Mais, pour nous, c’est encore la prise de rôle de Nino Machaidze, dans les atours de la magicienne de Damas, qui était attendue avec le plus d’impatience. Forte de ses incursions dans le répertoire du premier Verdi (sa prise de rôle convaincante l’hiver dernier à Monaco en Giselda des Lombardi avait rassuré sur le tournant vocal pris par celle qui restait encore, pour nous, Juliette à Salzbourg alors qu’elle chante désormais Luisa Miller et Giovanna d’Arco…), la soprano géorgienne relève sans doute ici l’un des plus beaux défis de sa carrière actuelle. Dans cet ouvrage, davantage encore que dans tous ceux composés par Rossini pour sa maîtresse – et future épouse – Isabella Colbran, tout semble participer de cette « tessiture meurtrière » relevée souvent par l’analyse musicologique ! Ce défi, nécessitant puissance, agilité, vitesse, cantabile et… folie (!), Nino Machaidze, dont la voix dispose d’une belle homogénéité sur tout l’ambitus, le fait sien et, avec un art du chant orné rossinien, se jette dans la bataille pour en ressortir triomphante : non seulement dans son air redoutable le plus célèbre, « D’amore al dolce impero », mais également dans les quatre duos d’amour avec Rinaldo qui constituent le « climax » de chaque acte et, enfin, dans l’hallucinante scène finale qui voit Armida, vengeresse, s’envoler sur son char à travers les flammes ! C’est dans ce dernier moment où l’interprète doit rejoindre la chanteuse et, poussant son art dans ses ultimes retranchements, délivrer à un public conquis une authentique scène de tragédie classique, que l’on pourrait regretter l’absence de mise en scène. Pourtant, le charisme de Nino Machaidze, vêtue ici d’une magnifique robe noire scintillante, est tel qu’il parvient à créer cette mystérieuse alchimie qui fait d’Armida sans nul doute, l’un des ouvrages les plus excitants de Rossini.

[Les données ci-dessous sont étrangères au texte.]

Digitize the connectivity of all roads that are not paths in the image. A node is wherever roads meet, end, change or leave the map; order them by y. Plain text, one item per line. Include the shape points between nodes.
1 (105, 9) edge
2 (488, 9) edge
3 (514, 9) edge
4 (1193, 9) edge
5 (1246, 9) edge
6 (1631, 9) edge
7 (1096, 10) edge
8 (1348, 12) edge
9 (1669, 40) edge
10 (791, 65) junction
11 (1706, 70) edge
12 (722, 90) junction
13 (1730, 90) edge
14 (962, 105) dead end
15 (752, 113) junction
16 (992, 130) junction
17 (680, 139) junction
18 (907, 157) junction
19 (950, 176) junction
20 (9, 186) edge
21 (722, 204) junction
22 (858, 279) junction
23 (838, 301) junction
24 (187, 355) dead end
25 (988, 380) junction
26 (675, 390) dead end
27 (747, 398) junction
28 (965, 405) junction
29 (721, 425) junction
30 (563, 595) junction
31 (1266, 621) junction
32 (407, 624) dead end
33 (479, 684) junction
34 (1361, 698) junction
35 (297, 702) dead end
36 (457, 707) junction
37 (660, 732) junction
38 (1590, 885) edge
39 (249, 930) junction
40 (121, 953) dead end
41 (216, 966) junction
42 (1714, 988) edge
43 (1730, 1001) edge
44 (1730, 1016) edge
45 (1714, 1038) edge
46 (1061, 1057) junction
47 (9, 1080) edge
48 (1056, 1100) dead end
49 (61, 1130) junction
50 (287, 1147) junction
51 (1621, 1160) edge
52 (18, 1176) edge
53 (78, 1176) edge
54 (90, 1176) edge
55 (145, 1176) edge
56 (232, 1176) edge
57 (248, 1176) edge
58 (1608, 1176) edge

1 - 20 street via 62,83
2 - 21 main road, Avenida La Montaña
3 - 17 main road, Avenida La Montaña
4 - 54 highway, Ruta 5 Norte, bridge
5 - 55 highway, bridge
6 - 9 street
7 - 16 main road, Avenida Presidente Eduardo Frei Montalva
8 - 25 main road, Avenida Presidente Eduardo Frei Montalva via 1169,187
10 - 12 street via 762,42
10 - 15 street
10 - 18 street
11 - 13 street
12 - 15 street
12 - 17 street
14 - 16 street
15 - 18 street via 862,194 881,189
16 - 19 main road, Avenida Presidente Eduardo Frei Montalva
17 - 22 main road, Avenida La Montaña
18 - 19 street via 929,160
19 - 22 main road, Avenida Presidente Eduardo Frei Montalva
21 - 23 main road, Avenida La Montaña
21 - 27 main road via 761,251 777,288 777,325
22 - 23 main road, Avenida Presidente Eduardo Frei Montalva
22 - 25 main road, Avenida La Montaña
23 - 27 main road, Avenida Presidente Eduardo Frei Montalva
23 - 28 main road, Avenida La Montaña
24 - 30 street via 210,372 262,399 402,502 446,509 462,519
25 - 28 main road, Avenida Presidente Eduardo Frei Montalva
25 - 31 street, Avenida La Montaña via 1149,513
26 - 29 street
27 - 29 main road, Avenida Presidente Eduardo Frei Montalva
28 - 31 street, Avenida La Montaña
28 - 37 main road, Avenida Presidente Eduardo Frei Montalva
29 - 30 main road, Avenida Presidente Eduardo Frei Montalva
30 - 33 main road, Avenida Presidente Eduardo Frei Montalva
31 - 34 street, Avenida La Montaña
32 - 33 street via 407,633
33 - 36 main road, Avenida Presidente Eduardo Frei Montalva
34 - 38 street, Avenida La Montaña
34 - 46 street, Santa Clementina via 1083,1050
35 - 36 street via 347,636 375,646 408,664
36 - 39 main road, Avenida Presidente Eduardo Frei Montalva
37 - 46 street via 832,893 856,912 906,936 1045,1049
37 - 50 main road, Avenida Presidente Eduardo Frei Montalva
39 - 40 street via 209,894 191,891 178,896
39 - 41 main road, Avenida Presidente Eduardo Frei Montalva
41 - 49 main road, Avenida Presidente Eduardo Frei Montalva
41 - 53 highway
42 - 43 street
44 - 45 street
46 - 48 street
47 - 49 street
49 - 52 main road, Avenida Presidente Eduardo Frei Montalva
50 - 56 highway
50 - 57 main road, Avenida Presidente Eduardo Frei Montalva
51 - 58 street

Public marseillais et d’ailleurs : il reste encore deux représentations d’Armida : courez-y !
Armida : Nino Machaidze
Rinaldo : Enea Scala
Gernando/Ubaldo : Chuan Wang
Goffredo/ Carlo : Matteo Roma
Idraote/Astarotte : Gilen Goicoechea
Eustazio : Jeremy Duffau
Chœur de l’Opéra de Marseille (dir. Emmanuel Trenque), orchestre de l’Opéra de Marseille, dir. José Miguel Pérez-Sierra
Armida
Opera seria en trois actes de Gioacchino Rossini, livret de Giovanni Federico Schmidt d’après La Jérusalem délivrée du Tasse (1580), créé au Teatro San Carlo, Naples, le 11 novembre 1817.